The data below should be copied out exactly, with its pictures omitted.
== Task input ==
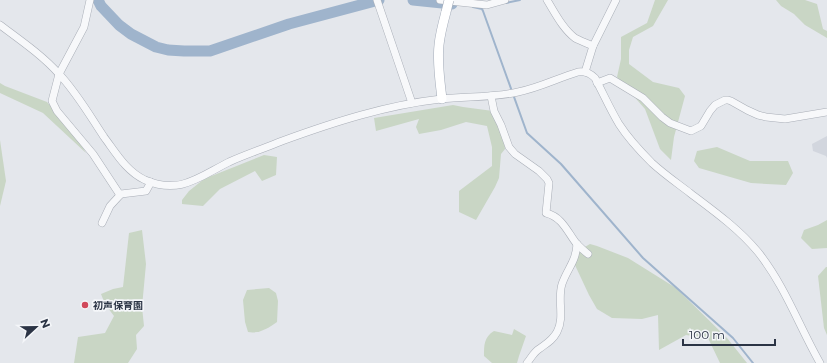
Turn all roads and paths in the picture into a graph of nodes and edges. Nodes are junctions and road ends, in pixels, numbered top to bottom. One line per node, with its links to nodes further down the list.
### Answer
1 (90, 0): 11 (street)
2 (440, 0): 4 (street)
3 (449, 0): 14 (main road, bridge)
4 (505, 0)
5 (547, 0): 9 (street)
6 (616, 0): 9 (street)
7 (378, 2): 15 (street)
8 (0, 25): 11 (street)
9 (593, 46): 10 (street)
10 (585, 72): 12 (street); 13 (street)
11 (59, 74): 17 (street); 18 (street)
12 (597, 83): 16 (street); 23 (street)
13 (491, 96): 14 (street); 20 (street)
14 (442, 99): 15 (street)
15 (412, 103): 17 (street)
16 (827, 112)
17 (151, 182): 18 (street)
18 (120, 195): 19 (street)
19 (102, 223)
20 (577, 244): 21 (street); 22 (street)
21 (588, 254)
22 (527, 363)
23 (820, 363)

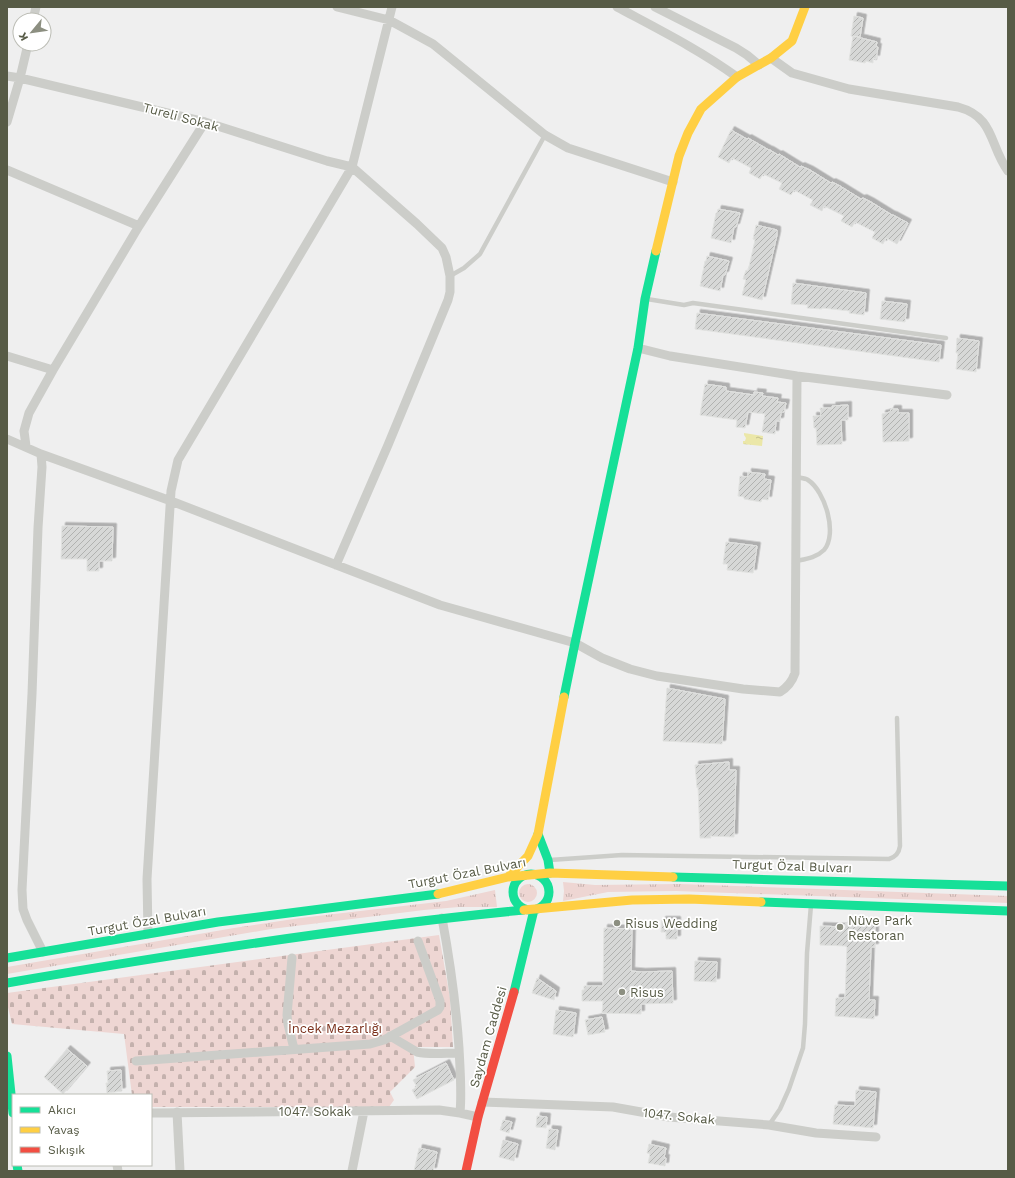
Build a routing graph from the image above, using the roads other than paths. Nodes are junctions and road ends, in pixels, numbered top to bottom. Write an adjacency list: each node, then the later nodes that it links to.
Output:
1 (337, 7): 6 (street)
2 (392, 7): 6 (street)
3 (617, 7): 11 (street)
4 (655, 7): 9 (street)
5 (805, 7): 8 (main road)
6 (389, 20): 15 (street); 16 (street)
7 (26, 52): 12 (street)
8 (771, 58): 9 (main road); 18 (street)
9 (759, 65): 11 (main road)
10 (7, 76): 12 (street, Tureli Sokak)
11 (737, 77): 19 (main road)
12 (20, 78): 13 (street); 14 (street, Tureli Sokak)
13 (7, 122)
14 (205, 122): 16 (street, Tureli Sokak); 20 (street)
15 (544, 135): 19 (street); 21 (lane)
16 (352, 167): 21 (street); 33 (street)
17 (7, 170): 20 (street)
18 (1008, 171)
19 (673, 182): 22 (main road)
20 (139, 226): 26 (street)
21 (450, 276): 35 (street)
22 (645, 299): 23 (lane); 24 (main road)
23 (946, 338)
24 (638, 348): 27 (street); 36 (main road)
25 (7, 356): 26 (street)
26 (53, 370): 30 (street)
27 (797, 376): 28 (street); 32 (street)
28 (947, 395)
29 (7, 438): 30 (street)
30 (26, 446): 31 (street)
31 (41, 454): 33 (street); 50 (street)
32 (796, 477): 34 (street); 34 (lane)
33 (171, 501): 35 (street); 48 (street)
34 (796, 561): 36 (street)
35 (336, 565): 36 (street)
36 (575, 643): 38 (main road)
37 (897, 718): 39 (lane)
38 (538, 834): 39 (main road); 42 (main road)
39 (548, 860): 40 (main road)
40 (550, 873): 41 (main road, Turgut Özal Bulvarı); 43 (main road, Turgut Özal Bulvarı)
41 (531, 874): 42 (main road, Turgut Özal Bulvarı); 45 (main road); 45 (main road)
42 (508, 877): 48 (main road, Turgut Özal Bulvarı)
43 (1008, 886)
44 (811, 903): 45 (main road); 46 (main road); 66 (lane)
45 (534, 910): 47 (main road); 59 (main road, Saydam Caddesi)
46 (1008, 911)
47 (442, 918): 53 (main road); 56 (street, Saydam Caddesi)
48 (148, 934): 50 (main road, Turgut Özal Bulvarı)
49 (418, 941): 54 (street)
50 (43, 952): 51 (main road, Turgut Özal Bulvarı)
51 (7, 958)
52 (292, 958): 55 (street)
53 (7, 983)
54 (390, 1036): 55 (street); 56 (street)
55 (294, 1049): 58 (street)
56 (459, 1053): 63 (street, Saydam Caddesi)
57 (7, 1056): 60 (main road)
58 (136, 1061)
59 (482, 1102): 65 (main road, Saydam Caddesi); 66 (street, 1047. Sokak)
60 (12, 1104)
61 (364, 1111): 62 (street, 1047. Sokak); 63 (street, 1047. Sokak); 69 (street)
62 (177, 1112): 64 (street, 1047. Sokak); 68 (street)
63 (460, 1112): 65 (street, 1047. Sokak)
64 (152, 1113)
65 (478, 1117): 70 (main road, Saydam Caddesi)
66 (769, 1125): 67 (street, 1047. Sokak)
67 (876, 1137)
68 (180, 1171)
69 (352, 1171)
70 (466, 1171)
===
__Exercise output__.
Turn all roads and paths in the picture into a graph of nodes and edges. Nodes are junctions and road ends, in pixels, numbered top to bottom. One line per node, with its links to nodes further down the list.
### Answer
1 (90, 0): 11 (street)
2 (440, 0): 4 (street)
3 (449, 0): 14 (main road, bridge)
4 (505, 0)
5 (547, 0): 9 (street)
6 (616, 0): 9 (street)
7 (378, 2): 15 (street)
8 (0, 25): 11 (street)
9 (593, 46): 10 (street)
10 (585, 72): 12 (street); 13 (street)
11 (59, 74): 17 (street); 18 (street)
12 (597, 83): 16 (street); 23 (street)
13 (491, 96): 14 (street); 20 (street)
14 (442, 99): 15 (street)
15 (412, 103): 17 (street)
16 (827, 112)
17 (151, 182): 18 (street)
18 (120, 195): 19 (street)
19 (102, 223)
20 (577, 244): 21 (street); 22 (street)
21 (588, 254)
22 (527, 363)
23 (820, 363)

Build a routing graph from the image above, using the roads other than paths. Nodes are junctions and road ends, in pixels, numbered top to bottom. Write an adjacency list: each node, then the later nodes that it links to.
Output:
1 (337, 7): 6 (street)
2 (392, 7): 6 (street)
3 (617, 7): 11 (street)
4 (655, 7): 9 (street)
5 (805, 7): 8 (main road)
6 (389, 20): 15 (street); 16 (street)
7 (26, 52): 12 (street)
8 (771, 58): 9 (main road); 18 (street)
9 (759, 65): 11 (main road)
10 (7, 76): 12 (street, Tureli Sokak)
11 (737, 77): 19 (main road)
12 (20, 78): 13 (street); 14 (street, Tureli Sokak)
13 (7, 122)
14 (205, 122): 16 (street, Tureli Sokak); 20 (street)
15 (544, 135): 19 (street); 21 (lane)
16 (352, 167): 21 (street); 33 (street)
17 (7, 170): 20 (street)
18 (1008, 171)
19 (673, 182): 22 (main road)
20 (139, 226): 26 (street)
21 (450, 276): 35 (street)
22 (645, 299): 23 (lane); 24 (main road)
23 (946, 338)
24 (638, 348): 27 (street); 36 (main road)
25 (7, 356): 26 (street)
26 (53, 370): 30 (street)
27 (797, 376): 28 (street); 32 (street)
28 (947, 395)
29 (7, 438): 30 (street)
30 (26, 446): 31 (street)
31 (41, 454): 33 (street); 50 (street)
32 (796, 477): 34 (street); 34 (lane)
33 (171, 501): 35 (street); 48 (street)
34 (796, 561): 36 (street)
35 (336, 565): 36 (street)
36 (575, 643): 38 (main road)
37 (897, 718): 39 (lane)
38 (538, 834): 39 (main road); 42 (main road)
39 (548, 860): 40 (main road)
40 (550, 873): 41 (main road, Turgut Özal Bulvarı); 43 (main road, Turgut Özal Bulvarı)
41 (531, 874): 42 (main road, Turgut Özal Bulvarı); 45 (main road); 45 (main road)
42 (508, 877): 48 (main road, Turgut Özal Bulvarı)
43 (1008, 886)
44 (811, 903): 45 (main road); 46 (main road); 66 (lane)
45 (534, 910): 47 (main road); 59 (main road, Saydam Caddesi)
46 (1008, 911)
47 (442, 918): 53 (main road); 56 (street, Saydam Caddesi)
48 (148, 934): 50 (main road, Turgut Özal Bulvarı)
49 (418, 941): 54 (street)
50 (43, 952): 51 (main road, Turgut Özal Bulvarı)
51 (7, 958)
52 (292, 958): 55 (street)
53 (7, 983)
54 (390, 1036): 55 (street); 56 (street)
55 (294, 1049): 58 (street)
56 (459, 1053): 63 (street, Saydam Caddesi)
57 (7, 1056): 60 (main road)
58 (136, 1061)
59 (482, 1102): 65 (main road, Saydam Caddesi); 66 (street, 1047. Sokak)
60 (12, 1104)
61 (364, 1111): 62 (street, 1047. Sokak); 63 (street, 1047. Sokak); 69 (street)
62 (177, 1112): 64 (street, 1047. Sokak); 68 (street)
63 (460, 1112): 65 (street, 1047. Sokak)
64 (152, 1113)
65 (478, 1117): 70 (main road, Saydam Caddesi)
66 (769, 1125): 67 (street, 1047. Sokak)
67 (876, 1137)
68 (180, 1171)
69 (352, 1171)
70 (466, 1171)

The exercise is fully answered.